The Ohio Bureau of Criminal Investigation (BCI) has opened an inquiry into the incident, which began when officers responded at 4:44 p.m. ET (2044 GMT) to a 911 emergency call from someone who reported an attempted stabbing at a home on the city's southeast side, Woods said.
In a rare move for a law enforcement agency, Columbus police quickly released Reardon's body-camera video of the incident, which shows Bryant apparently trying to stab two women.
Columbus Mayor Andrew Ginther told reporters on Wednesday that the city did so in the interest of transparency and would release more videos of the event in the days and weeks ahead.
"It's very important to be as transparent and responsive as possible," Ginther said. "The public deserves to know what happens."
The video shows police driving up to a chaotic scene, with several people gathered on a front lawn. Bryant, brandishing a knife, charged toward one person who fell backwards, and then lunged at a second person as police shouted, "Get down!"
A slow-motion replay shows the second victim stumbling backward against a car parked in the home's driveway as Bryant raises the weapon as if about to stab her, and Reardon fires what sounds like four shots.
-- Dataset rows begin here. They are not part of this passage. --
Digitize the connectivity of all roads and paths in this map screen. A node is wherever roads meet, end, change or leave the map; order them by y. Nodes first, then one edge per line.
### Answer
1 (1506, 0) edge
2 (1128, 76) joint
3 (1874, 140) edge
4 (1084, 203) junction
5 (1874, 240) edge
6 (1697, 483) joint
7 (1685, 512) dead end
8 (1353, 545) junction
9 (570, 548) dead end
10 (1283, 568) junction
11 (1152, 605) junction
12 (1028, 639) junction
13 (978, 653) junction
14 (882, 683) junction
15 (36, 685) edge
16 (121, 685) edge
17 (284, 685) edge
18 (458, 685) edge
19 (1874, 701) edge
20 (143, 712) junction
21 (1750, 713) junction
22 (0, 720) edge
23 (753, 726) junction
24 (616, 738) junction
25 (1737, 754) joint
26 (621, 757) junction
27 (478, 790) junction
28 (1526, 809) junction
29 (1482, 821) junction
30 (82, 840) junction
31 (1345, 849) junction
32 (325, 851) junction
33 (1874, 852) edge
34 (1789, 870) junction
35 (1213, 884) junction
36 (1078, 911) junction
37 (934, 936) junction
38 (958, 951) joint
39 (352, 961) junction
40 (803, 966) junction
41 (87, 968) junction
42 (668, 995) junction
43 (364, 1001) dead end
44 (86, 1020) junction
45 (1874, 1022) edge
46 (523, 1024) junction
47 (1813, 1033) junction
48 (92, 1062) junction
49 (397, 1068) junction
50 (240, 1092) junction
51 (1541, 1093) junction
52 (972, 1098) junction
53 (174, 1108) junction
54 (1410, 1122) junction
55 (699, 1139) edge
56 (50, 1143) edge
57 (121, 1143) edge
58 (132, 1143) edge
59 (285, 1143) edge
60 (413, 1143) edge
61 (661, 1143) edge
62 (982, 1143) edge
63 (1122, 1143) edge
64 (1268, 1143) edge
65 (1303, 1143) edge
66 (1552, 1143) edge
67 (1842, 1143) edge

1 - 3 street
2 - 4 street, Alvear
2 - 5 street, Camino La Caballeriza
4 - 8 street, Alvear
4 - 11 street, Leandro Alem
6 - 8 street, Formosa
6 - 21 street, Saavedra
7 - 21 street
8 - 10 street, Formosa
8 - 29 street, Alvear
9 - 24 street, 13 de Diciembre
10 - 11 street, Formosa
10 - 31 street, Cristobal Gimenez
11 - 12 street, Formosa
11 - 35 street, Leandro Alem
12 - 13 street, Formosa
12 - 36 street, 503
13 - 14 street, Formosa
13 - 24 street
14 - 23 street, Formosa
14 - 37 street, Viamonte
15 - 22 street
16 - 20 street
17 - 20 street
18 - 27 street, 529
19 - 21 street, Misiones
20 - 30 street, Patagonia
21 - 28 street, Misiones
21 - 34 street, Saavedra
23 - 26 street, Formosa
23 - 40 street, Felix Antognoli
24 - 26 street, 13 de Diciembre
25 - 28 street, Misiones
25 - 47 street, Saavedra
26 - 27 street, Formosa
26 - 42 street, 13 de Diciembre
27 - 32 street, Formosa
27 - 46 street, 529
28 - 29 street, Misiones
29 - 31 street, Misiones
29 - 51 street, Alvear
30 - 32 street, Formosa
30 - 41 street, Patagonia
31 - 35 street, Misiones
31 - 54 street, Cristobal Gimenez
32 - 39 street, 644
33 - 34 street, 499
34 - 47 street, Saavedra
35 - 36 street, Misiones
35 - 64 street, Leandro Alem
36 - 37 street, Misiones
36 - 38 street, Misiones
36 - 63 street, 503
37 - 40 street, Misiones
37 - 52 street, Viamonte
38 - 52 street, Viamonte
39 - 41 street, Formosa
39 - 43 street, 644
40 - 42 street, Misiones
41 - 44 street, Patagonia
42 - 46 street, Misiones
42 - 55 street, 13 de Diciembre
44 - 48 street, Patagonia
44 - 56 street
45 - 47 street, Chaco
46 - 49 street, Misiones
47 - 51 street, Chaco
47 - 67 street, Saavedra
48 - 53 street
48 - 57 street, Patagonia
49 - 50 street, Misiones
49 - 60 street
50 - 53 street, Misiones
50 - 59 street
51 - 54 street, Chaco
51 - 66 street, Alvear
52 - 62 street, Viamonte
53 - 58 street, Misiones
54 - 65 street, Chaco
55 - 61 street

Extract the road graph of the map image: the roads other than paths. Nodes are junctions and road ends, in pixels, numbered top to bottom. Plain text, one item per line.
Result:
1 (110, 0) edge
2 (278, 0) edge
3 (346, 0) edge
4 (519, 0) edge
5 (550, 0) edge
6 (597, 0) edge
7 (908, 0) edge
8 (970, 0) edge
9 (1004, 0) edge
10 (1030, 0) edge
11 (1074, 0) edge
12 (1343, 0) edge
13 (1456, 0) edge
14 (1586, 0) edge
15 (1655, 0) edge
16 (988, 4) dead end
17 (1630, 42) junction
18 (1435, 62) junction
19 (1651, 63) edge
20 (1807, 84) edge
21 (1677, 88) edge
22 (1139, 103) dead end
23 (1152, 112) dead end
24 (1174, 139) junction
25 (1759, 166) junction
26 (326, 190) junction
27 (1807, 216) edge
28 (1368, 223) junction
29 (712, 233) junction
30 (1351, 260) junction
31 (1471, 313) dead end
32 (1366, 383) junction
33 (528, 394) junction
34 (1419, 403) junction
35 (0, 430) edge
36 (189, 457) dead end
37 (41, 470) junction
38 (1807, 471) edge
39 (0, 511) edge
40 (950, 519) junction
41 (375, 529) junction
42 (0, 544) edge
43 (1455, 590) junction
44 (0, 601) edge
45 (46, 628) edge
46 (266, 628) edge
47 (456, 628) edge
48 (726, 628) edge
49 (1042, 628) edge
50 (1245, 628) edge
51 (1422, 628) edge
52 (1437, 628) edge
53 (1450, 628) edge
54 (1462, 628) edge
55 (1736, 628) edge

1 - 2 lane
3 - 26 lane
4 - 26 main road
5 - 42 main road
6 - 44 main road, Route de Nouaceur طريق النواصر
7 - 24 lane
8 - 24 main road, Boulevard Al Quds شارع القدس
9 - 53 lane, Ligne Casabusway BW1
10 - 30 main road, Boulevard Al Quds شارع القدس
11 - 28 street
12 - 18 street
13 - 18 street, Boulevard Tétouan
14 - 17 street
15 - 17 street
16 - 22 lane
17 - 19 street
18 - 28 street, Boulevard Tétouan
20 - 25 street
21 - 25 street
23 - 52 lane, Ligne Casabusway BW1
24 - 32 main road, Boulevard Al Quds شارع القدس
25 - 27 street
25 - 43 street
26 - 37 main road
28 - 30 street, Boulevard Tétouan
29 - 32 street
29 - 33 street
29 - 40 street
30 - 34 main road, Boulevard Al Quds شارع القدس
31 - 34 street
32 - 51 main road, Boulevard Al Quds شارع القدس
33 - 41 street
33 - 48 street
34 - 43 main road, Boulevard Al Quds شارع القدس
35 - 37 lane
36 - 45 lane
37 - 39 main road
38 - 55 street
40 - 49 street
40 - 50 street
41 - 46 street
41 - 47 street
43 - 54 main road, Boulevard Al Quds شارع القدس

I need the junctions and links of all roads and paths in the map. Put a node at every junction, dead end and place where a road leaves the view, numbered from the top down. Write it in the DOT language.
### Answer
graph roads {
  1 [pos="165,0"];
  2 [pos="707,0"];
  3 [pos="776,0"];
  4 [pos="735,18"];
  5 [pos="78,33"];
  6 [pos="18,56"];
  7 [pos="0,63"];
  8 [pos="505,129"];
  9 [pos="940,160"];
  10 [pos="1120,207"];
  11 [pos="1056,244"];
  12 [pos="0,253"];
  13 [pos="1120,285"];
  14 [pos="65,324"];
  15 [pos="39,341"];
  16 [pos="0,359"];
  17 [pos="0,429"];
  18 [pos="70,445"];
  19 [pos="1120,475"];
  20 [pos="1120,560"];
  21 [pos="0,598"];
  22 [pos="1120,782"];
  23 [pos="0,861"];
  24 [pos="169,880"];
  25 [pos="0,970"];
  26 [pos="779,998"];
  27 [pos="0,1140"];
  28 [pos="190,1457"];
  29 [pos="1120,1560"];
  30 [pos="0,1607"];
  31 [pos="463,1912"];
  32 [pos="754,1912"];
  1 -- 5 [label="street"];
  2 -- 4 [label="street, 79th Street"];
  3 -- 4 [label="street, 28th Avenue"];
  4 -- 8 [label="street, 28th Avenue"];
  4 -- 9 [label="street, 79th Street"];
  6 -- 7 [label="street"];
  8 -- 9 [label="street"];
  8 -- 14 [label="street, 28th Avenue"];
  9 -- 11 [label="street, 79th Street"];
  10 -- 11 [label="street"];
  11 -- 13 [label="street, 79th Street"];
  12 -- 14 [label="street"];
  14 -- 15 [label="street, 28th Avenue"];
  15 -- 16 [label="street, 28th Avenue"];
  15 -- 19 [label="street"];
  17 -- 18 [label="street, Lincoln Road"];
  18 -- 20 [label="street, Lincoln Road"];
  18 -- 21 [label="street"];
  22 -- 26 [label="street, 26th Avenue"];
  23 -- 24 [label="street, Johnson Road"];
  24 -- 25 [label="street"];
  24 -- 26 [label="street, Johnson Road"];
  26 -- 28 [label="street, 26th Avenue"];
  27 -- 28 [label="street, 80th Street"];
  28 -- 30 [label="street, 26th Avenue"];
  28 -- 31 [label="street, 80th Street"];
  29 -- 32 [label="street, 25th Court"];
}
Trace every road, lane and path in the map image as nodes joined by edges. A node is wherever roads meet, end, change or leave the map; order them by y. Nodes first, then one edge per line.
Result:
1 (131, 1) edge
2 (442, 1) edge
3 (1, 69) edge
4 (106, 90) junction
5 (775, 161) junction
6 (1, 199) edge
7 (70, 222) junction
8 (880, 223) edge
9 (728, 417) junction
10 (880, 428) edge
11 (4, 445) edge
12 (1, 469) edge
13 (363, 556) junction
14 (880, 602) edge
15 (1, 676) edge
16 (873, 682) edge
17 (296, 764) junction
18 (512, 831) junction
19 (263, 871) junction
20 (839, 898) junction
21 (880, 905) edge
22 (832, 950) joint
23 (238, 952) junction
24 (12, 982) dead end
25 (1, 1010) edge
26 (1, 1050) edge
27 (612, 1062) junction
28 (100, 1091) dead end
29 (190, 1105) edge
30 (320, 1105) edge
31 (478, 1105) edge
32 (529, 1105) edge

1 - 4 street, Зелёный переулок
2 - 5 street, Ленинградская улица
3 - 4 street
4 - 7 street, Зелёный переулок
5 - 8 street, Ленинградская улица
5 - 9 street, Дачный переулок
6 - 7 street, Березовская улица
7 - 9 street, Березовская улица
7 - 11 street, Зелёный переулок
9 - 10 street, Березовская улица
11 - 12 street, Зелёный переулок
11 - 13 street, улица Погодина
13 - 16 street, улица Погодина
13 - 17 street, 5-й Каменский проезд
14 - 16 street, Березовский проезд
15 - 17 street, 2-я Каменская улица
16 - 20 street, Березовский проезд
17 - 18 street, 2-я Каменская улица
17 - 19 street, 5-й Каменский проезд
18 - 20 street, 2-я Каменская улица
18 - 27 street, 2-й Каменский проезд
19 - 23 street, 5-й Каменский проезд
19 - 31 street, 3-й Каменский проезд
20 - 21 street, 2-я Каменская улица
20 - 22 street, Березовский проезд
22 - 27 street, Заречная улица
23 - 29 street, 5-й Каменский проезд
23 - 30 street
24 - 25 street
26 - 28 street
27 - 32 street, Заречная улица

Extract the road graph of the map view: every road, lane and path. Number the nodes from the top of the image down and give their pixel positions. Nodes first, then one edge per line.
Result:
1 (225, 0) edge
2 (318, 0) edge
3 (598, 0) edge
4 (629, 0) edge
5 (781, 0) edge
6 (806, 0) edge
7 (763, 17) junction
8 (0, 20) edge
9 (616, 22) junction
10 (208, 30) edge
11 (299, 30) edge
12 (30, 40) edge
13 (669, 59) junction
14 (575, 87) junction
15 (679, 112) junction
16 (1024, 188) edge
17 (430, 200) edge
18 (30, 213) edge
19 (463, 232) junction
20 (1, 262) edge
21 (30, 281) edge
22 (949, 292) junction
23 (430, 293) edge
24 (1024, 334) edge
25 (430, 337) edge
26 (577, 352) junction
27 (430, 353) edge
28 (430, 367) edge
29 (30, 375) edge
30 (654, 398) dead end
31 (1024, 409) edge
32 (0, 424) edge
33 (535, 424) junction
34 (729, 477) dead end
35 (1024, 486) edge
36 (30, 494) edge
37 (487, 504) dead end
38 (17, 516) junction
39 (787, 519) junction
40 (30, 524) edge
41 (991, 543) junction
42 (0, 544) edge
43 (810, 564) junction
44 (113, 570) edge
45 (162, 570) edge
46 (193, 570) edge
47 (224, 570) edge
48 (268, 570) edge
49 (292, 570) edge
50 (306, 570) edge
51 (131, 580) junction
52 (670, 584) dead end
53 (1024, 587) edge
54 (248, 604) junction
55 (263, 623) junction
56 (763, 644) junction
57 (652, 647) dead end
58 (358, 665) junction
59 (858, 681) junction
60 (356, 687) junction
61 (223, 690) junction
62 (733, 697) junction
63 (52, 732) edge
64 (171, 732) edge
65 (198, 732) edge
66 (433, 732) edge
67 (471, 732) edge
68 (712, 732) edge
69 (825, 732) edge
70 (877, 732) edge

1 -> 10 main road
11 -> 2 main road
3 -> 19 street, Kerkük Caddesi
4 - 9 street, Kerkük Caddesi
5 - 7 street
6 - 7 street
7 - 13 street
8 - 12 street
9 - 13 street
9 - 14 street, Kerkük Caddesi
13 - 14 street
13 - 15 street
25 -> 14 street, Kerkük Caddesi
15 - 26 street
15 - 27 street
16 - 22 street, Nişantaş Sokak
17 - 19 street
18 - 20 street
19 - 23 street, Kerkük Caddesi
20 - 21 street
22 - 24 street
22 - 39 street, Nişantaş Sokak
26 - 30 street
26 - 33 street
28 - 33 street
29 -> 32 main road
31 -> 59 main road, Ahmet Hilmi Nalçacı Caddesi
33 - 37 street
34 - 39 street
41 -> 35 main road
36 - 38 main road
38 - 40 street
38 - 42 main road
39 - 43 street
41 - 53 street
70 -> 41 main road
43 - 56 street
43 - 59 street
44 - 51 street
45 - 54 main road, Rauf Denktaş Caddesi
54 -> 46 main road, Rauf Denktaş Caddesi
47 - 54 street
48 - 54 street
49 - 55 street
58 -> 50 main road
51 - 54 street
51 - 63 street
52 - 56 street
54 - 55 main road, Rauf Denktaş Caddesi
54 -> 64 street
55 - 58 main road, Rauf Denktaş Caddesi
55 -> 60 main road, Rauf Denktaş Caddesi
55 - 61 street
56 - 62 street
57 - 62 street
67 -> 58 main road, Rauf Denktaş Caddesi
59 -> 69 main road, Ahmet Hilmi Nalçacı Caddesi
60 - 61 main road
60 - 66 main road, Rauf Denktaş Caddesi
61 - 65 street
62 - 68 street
Bryant immediately collapses against the parked car and onto the ground, and the weapon, which appears to be a kitchen knife, is seen lying on the pavement near her as an officer crouches at her side to render medical aid. She was taken to Mount Carmel East Hospital and pronounced dead just before 5:30 p.m., local TV station WSYX reported.
Hundreds of Ohio State University students staged a sit-in and marched through the city on Wednesday to protest Ma'Khia's death at the hands of police, demanding that the university sever ties with the Columbus police department.
Around the time the body-camera video was made public on Tuesday night, a crowd of protesters gathered outside the city police headquarters, chanting, "Black Lives Matter" and "Black Girls Matter," according to video posted to Twitter.
"When officers are faced with someone employing deadly force, deadly force can be the response the officer gives," Interim Chief Woods told reporters on Wednesday. He declined to comment specifically on the case pending the BCI investigation.
"It's a tragedy, there's no other way to say it," he added.